In the entries below, the word "meet" appears on some lines. Copy each of those lines.

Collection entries
__________________________________________________

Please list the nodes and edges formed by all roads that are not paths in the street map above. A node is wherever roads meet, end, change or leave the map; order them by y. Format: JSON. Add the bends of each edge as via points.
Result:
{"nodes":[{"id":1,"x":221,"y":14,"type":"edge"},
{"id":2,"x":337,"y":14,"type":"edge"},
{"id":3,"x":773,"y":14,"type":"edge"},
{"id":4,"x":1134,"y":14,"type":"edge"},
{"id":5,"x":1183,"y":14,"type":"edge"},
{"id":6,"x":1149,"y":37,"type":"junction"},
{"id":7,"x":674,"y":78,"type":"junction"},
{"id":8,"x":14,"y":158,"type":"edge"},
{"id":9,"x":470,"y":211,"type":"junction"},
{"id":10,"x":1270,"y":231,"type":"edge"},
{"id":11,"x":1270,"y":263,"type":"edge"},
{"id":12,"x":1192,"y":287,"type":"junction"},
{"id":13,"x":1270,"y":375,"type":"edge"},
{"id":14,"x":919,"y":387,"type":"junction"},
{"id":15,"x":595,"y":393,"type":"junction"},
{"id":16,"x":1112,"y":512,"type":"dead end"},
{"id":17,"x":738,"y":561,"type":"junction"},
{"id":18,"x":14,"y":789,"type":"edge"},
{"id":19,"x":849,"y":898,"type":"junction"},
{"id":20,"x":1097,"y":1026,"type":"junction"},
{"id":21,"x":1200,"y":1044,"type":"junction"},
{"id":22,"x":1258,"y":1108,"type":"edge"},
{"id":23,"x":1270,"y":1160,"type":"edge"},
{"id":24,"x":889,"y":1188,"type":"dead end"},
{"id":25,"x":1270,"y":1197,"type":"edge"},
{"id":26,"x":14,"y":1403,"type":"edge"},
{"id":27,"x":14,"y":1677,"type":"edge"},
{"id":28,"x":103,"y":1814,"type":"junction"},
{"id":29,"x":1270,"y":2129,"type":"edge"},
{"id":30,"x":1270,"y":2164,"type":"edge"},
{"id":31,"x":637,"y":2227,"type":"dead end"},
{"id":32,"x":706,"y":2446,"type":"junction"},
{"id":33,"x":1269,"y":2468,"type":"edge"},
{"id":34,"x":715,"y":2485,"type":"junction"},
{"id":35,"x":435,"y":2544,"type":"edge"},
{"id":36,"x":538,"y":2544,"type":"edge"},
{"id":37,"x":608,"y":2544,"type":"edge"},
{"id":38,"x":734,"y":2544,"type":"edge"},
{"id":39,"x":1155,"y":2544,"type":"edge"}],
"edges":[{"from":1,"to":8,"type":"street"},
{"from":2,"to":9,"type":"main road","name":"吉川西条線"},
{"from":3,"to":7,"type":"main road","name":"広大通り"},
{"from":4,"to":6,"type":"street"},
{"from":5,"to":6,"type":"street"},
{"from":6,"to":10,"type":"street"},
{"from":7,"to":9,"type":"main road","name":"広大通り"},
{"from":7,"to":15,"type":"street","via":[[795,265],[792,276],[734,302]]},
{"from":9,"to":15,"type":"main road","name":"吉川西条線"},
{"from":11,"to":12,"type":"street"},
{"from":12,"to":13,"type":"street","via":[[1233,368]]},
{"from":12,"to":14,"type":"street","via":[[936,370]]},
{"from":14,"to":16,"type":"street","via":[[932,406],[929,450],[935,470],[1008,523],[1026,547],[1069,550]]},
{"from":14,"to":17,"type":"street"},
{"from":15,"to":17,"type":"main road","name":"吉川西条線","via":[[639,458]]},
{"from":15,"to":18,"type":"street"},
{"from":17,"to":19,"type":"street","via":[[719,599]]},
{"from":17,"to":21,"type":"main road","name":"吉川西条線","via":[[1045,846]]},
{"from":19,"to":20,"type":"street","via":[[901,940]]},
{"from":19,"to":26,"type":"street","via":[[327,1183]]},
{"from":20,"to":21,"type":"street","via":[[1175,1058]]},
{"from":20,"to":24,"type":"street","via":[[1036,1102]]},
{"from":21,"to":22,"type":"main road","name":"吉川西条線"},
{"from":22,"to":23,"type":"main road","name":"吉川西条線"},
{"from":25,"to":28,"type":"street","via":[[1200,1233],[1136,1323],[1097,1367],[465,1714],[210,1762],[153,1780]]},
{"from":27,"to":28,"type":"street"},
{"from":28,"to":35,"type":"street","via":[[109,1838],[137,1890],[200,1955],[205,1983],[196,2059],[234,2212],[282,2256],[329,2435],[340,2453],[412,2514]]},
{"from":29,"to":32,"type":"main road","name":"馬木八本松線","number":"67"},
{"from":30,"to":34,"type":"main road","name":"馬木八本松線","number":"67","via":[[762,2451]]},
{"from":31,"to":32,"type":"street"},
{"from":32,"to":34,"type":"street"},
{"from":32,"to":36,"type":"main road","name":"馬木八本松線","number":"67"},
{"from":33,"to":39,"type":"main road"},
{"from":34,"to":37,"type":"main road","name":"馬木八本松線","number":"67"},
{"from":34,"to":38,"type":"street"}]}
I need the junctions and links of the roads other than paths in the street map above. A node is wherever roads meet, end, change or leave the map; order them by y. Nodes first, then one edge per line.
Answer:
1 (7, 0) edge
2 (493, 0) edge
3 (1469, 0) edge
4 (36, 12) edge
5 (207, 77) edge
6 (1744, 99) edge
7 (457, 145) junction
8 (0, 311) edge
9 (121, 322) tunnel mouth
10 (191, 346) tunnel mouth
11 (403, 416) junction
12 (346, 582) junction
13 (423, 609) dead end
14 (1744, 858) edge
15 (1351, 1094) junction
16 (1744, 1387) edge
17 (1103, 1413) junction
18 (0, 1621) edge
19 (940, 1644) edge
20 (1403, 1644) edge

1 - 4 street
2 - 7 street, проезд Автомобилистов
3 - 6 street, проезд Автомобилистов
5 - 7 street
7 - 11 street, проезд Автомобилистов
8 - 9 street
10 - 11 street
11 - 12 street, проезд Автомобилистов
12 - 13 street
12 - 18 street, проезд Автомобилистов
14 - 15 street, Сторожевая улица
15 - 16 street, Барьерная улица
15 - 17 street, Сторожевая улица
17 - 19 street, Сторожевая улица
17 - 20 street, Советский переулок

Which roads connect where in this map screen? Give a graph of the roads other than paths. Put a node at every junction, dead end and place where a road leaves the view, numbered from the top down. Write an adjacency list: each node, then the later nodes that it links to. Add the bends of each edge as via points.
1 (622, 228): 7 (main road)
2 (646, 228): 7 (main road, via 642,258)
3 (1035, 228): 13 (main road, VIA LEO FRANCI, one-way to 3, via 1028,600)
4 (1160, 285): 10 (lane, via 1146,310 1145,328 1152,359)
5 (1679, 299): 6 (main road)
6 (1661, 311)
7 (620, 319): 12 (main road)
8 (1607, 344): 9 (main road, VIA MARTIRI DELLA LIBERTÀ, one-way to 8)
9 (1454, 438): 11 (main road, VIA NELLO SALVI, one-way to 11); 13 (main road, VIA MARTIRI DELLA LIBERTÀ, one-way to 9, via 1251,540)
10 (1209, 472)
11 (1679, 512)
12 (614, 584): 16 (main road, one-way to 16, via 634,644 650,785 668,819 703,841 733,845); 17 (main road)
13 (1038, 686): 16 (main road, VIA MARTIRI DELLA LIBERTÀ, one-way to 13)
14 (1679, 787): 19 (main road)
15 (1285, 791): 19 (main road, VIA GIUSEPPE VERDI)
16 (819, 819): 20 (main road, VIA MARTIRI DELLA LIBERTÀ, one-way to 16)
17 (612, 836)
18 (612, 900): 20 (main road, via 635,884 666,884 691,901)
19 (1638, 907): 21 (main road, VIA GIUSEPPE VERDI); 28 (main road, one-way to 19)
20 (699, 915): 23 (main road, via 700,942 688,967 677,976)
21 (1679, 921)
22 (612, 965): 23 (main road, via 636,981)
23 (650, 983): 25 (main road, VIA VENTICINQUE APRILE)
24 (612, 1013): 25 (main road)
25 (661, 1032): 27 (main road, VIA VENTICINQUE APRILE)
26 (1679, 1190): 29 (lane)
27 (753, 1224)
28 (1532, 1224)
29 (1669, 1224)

__________________________________________________

▶ SOLUTION TO THIS EXERCISE:
Please list the nodes and edges formed by all roads that are not paths in the street map above. A node is wherever roads meet, end, change or leave the map; order them by y. Format: JSON. Add the bends of each edge as via points.
I need the junctions and links of the roads other than paths in the street map above. A node is wherever roads meet, end, change or leave the map; order them by y. Nodes first, then one edge per line.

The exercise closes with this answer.